It’s Christmas! Well, almost, actually there are less than 100 days to go. But anyway, that can only mean one thing… we’re getting in the Christmas spirits!
Sloes can be found in abundance, for free, in hedgerows over the next few months, so if you’re in the countryside, or even in a city with decent parkland, picking the free food is a no-brainer. Many of our forumites do the same and have a go at making sloe gin each year, and we thought we’d have a go too – and give staff in MSE Towers the strenuous task of testing it for us in a homemade sloe-gin taste test!
I’m more a Baileys girl at Christmas but the glut of sloes on hedgerows this time last year inspired me to have a go at my first homemade sloe gin with the free fruit ready for the festive season. I’d heard it’s more like liqueur by the time it’s ready, so I thought why not? I could give it as a present if I didn’t like it. At the same time I asked our band of Old Style forum regulars for tips on how they make theirs: Sloe Gin Tips please!

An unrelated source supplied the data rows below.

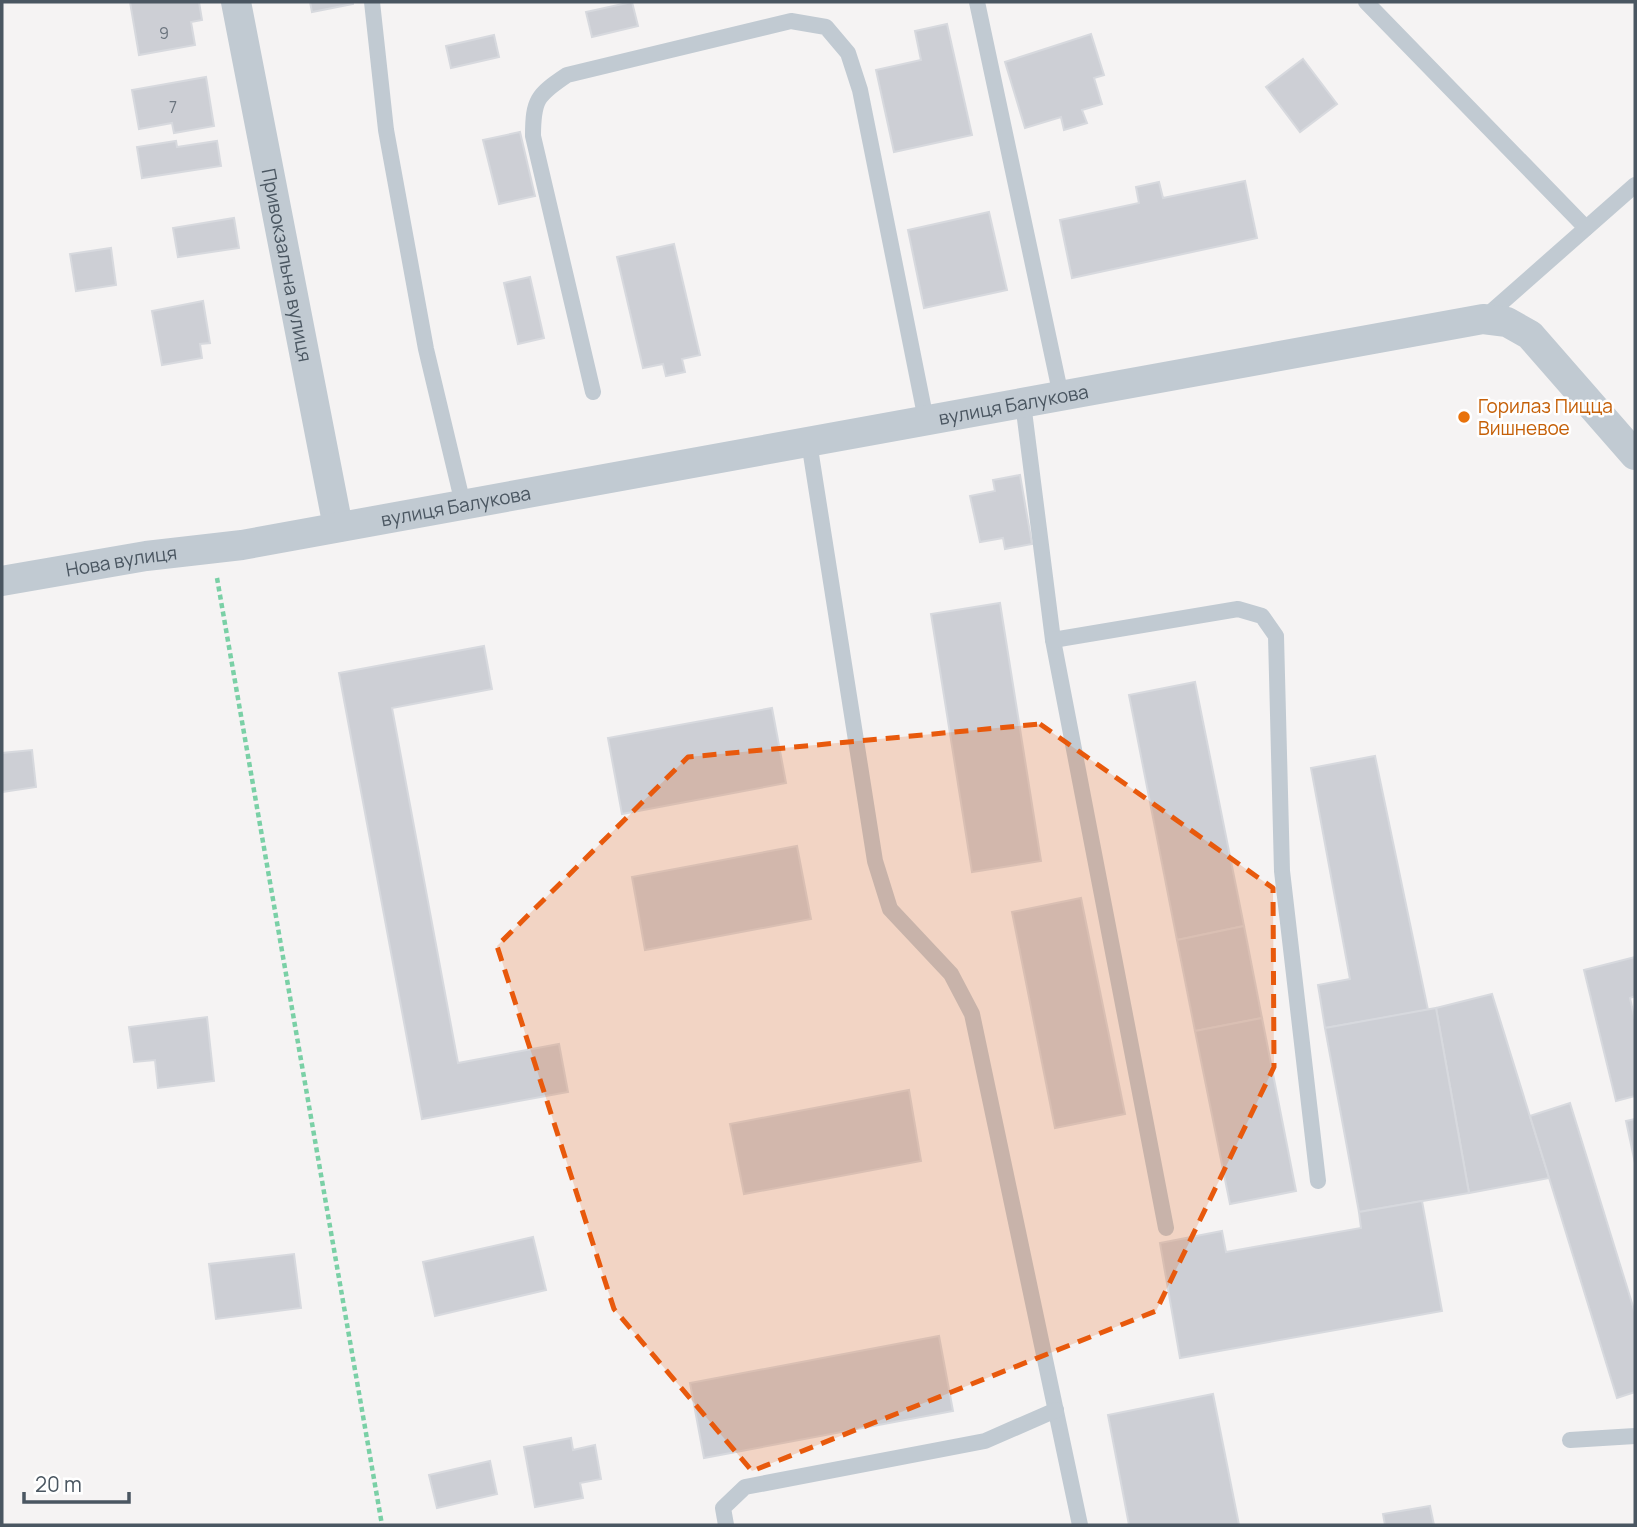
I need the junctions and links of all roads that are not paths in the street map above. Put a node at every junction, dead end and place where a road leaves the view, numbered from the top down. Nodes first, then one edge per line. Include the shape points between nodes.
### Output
1 (236, 2) edge
2 (372, 2) edge
3 (977, 2) edge
4 (1366, 2) edge
5 (1635, 185) edge
6 (1586, 228) junction
7 (1483, 319) junction
8 (593, 392) dead end
9 (1061, 396) junction
10 (1023, 403) junction
11 (926, 420) junction
12 (809, 442) junction
13 (1635, 455) edge
14 (463, 505) junction
15 (338, 527) junction
16 (242, 545) joint
17 (2, 581) edge
18 (1053, 640) junction
19 (1318, 1181) dead end
20 (1166, 1228) dead end
21 (1056, 1409) junction
22 (1635, 1436) edge
23 (1570, 1440) dead end
24 (726, 1525) edge
25 (1080, 1525) edge

1 - 15 street, Привокзальна вулиця
2 - 14 lane via 386,130 423,336
3 - 9 lane
4 - 6 lane
5 - 6 lane
6 - 7 lane
7 - 9 street, вулиця Балукова
7 - 13 street, вулиця Балукова via 1507,322 1530,335
8 - 11 lane via 533,136 533,109 545,90 567,75 791,22 826,27 848,52 860,90
9 - 10 street, вулиця Балукова
10 - 11 street, вулиця Балукова
10 - 18 lane
11 - 12 street, вулиця Балукова
12 - 14 street, вулиця Балукова
12 - 21 lane via 875,861 890,909 951,974 972,1014
14 - 15 street, вулиця Балукова
15 - 16 street, вулиця Балукова
16 - 17 street, Нова вулиця
18 - 19 lane via 1238,609 1262,617 1276,636 1282,870
18 - 20 lane
21 - 24 lane via 985,1441 745,1487 723,1507
21 - 25 lane
22 - 23 lane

As you’ll have seen in the forum discussions, seasoned sloe-gin makers disagree on whether it’s better to use cheaper or more expensive gin. So what better way to test the theory than by running an office taste test and comparing gin prices at the same time? Funnily enough my MSE colleagues respond really quickly to taste test requests so I wasn’t short on volunteers…
The production process
This was a fun test rather than a scientific experiment.

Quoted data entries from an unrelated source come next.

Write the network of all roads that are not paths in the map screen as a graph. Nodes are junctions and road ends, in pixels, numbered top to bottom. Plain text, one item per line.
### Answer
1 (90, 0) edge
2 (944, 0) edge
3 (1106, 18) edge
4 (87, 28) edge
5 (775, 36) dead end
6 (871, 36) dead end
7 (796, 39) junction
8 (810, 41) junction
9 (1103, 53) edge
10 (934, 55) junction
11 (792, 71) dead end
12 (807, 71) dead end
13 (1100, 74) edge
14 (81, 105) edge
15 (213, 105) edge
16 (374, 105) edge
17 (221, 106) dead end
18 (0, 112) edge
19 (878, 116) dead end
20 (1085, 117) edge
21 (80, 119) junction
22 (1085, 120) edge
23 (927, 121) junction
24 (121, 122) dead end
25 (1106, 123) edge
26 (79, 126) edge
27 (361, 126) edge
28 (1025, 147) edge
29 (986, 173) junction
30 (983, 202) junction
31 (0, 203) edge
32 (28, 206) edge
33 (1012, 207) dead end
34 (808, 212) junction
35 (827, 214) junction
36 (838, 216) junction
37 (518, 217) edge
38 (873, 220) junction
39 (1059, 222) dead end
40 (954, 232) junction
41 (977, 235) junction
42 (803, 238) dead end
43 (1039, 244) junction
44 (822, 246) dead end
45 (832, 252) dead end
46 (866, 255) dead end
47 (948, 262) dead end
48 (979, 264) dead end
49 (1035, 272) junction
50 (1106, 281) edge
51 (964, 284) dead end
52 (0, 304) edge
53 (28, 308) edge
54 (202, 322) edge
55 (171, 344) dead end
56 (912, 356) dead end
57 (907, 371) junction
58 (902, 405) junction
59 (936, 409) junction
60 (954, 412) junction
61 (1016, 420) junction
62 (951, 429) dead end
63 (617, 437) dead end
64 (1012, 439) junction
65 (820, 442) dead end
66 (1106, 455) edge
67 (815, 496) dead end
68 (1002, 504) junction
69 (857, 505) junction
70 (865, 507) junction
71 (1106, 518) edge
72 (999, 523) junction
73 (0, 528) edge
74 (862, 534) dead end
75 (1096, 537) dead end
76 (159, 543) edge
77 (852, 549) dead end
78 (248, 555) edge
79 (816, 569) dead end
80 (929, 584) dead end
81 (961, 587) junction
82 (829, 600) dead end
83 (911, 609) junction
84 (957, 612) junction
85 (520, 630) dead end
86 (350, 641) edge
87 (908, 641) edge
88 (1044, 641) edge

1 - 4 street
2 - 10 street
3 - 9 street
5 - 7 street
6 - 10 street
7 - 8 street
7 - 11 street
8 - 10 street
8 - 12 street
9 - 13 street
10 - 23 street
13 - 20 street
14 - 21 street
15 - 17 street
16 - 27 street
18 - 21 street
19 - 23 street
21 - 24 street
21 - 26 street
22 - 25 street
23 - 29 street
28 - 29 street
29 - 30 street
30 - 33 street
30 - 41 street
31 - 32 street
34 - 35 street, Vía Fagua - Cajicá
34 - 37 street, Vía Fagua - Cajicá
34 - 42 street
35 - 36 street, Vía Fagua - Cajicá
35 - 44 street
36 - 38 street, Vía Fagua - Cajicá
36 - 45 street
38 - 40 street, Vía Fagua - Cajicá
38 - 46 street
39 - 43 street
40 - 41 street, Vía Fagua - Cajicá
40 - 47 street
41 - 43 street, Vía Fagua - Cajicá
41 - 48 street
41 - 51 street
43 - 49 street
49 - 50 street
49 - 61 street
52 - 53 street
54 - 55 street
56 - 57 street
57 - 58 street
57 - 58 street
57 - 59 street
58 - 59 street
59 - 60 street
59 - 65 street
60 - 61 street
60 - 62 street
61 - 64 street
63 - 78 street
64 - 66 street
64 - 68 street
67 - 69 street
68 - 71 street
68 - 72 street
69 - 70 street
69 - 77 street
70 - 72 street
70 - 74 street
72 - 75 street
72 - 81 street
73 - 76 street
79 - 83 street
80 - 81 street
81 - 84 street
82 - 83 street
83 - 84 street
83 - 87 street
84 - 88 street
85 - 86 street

My kids and I picked the sloes in late September last year and froze them to pop the skins (this simulates the effects of frost bursting them to get the juices out – you can wait until the first frost but someone else may pick them!). We then defrosted and bottled them with the gin in early October.
As my kids helped the number of sloes in each glass bottle won’t have been exactly the same, but it was near enough. I bought three 70cl bottles of gin: Tesco Value, Gordon’s and Bombay Sapphire. I used one-litre bottles to make it in; the sloes came up to roughly the same point in each bottle.

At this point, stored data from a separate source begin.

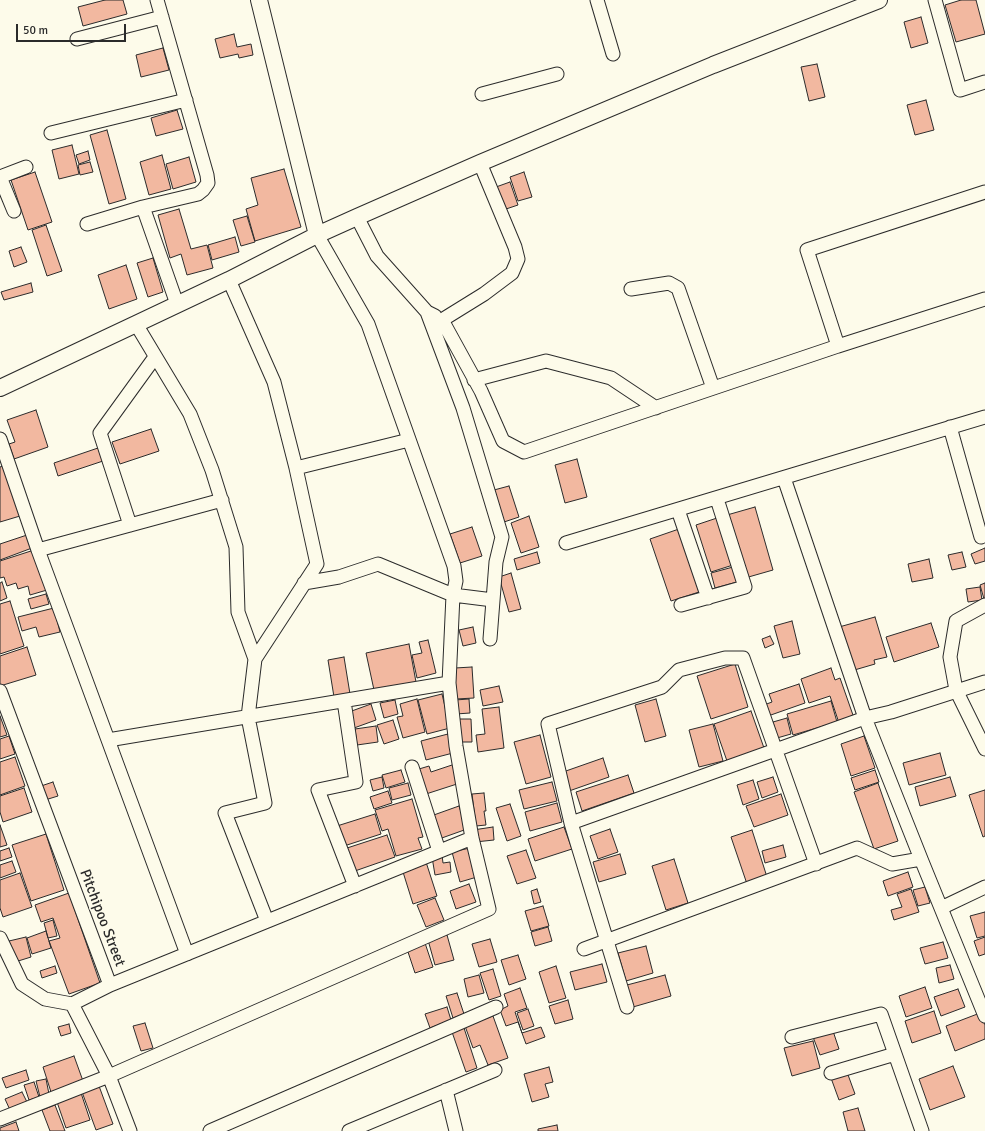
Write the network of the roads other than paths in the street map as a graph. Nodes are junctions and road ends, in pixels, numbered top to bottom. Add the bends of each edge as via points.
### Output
1 (157, 0) edge
2 (259, 0) edge
3 (597, 0) edge
4 (879, 0) edge
5 (935, 0) edge
6 (162, 17) junction
7 (76, 39) dead end
8 (613, 54) dead end
9 (558, 74) dead end
10 (985, 82) edge
11 (482, 94) dead end
12 (186, 100) junction
13 (51, 133) dead end
14 (480, 163) junction
15 (26, 167) dead end
16 (0, 177) edge
17 (985, 192) edge
18 (143, 207) junction
19 (14, 211) dead end
20 (357, 217) junction
21 (87, 224) dead end
22 (317, 235) junction
23 (229, 280) junction
24 (631, 290) dead end
25 (985, 299) edge
26 (177, 304) junction
27 (428, 312) junction
28 (442, 320) junction
29 (136, 324) junction
30 (838, 346) junction
31 (155, 357) junction
32 (474, 380) junction
33 (0, 388) edge
34 (713, 388) junction
35 (656, 408) junction
36 (985, 417) edge
37 (950, 427) junction
38 (0, 439) edge
39 (408, 440) junction
40 (296, 468) junction
41 (784, 478) junction
42 (717, 499) junction
43 (222, 500) junction
44 (678, 510) junction
45 (130, 525) junction
46 (981, 537) dead end
47 (566, 543) dead end
48 (38, 550) junction
49 (304, 583) junction
50 (453, 595) junction
51 (708, 598) junction
52 (493, 600) junction
53 (681, 605) dead end
54 (985, 605) edge
55 (490, 639) dead end
56 (255, 659) junction
57 (985, 682) edge
58 (449, 683) junction
59 (956, 690) junction
60 (0, 691) edge
61 (344, 701) junction
62 (248, 717) junction
63 (865, 718) junction
64 (108, 740) junction
65 (985, 749) edge
66 (775, 750) junction
67 (412, 767) dead end
68 (571, 823) junction
69 (472, 838) junction
70 (439, 851) junction
71 (921, 859) junction
72 (816, 864) junction
73 (354, 886) junction
74 (985, 887) edge
75 (941, 908) junction
76 (267, 922) junction
77 (0, 938) edge
78 (606, 941) junction
79 (584, 949) dead end
80 (187, 954) junction
81 (110, 986) junction
82 (72, 1004) junction
83 (496, 1007) dead end
84 (628, 1007) dead end
85 (985, 1016) edge
86 (792, 1037) dead end
87 (895, 1054) junction
88 (495, 1070) dead end
89 (831, 1073) dead end
90 (109, 1076) junction
91 (446, 1090) junction
92 (0, 1119) edge
93 (130, 1131) edge
94 (210, 1131) edge
95 (349, 1131) edge
96 (456, 1131) edge
97 (922, 1131) edge

1 - 6 street
2 - 22 street
3 - 8 street
4 - 14 street via 713,65
5 - 10 street via 960,90
6 - 7 street
6 - 12 street
9 - 11 street
12 - 13 street
12 - 18 street via 208,183 198,194
14 - 20 street
14 - 28 street via 516,247 518,258 512,273
15 - 16 street
16 - 19 street
17 - 30 street via 807,250
18 - 21 street
18 - 26 street
20 - 22 street
20 - 27 street via 377,256
22 - 23 street
22 - 39 street via 368,324
23 - 26 street
23 - 40 street via 274,382
24 - 34 street via 670,283 678,288
25 - 30 street
26 - 29 street
27 - 28 street
27 - 52 street via 463,408 502,537 496,562
28 - 32 street
29 - 31 street
29 - 33 street
30 - 34 street
31 - 43 street via 190,414
31 - 45 street via 100,433
32 - 35 street via 546,361 611,378
32 - 35 street via 503,441 524,452
34 - 35 street
36 - 37 street
37 - 41 street
37 - 46 street
38 - 48 street
39 - 40 street
39 - 50 street via 454,566 456,581
40 - 49 street via 317,564
41 - 42 street
41 - 63 street
42 - 44 street
42 - 51 street via 745,587
43 - 45 street
43 - 56 street via 236,547 238,612
44 - 47 street
44 - 51 street
45 - 48 street
48 - 64 street
49 - 50 street via 338,577 378,564
49 - 56 street
50 - 52 street
50 - 58 street
51 - 53 street
52 - 55 street
54 - 59 street via 956,621 950,657
56 - 62 street
57 - 59 street
58 - 61 street
58 - 69 street via 456,746
59 - 63 street
59 - 65 street
60 - 81 street, Pitchipoo Street
61 - 62 street
61 - 73 street via 356,782 318,790
62 - 64 street
62 - 76 street via 265,803 225,813
63 - 66 street
63 - 71 street
64 - 80 street
66 - 68 street
66 - 68 street via 743,658 725,658 679,670 662,687 548,724
66 - 72 street
67 - 70 street
68 - 78 street
69 - 70 street
69 - 90 street via 489,909
70 - 73 street
71 - 72 street via 892,864 857,848
71 - 75 street
72 - 78 street
73 - 76 street
74 - 75 street
75 - 85 street
76 - 80 street
77 - 82 street via 22,984 45,999
78 - 79 street
78 - 84 street
80 - 81 street
81 - 82 street, Pitchipoo Street
82 - 90 street
83 - 94 street
86 - 87 street via 881,1014
87 - 89 street
87 - 97 street
88 - 91 street
90 - 92 street
90 - 93 street
91 - 95 street
91 - 96 street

Opinion varies on when to add sugar – some say at the start, some say after decanting the sloes. As I was planning to do a taste test and knew I’d need to decant the berries in early December I chose to add sugar at the beginning – there wouldn’t be time to do it at the end.
I stored the gin in a dark cupboard for a few months turning the bottles every few days. Aficionados say you should leave the gin to mature for several months but for the purposes of the taste test I left it just two months.
Whichever gin brand I used all sloe gins came out the same colour – a beautiful blue/purple – but one of the tasters thought brand C looked darker.
My sloe gins were decanted into bottle A (Bombay Sapphire), B (Tesco Value) and C (Gordon’s) to ensure no one knew which was which.
Everyone testing was asked to leave comments and to score them in order of preference, one being their favourite, three least favourite.
Here are some of the comments…
How did they taste?
Sloe gin A (Bombay Sapphire) – Warming, fruity, very berry-ish, good sh*t!
Sloe gin B (Tesco Value) – Sweeter, less sweet than A, smooth
Sloe gin C (Gordon’s) – Sharper & burny in a good way, more alcohol-y
And how did they score?
In the end, though, it came down to the marks.
Sloe gin C (Gordon’s) came last with just one tester out of eight giving it top score, the majority of the rest giving it threes.
Sloe gin A (Bombay Sapphire) came second with, again, one tester giving it top score and most others awarding it twos.
That made sloe gin B, Tesco Value, the winner, with six out of eight testers giving it their top score.
A year on…
Well, actually nine months or so… All I can say is, yes, my leftovers (yes I have leftovers!) taste more liqueur-like than they did when just made. I wonder if they’d be even better next year… if there’s any left!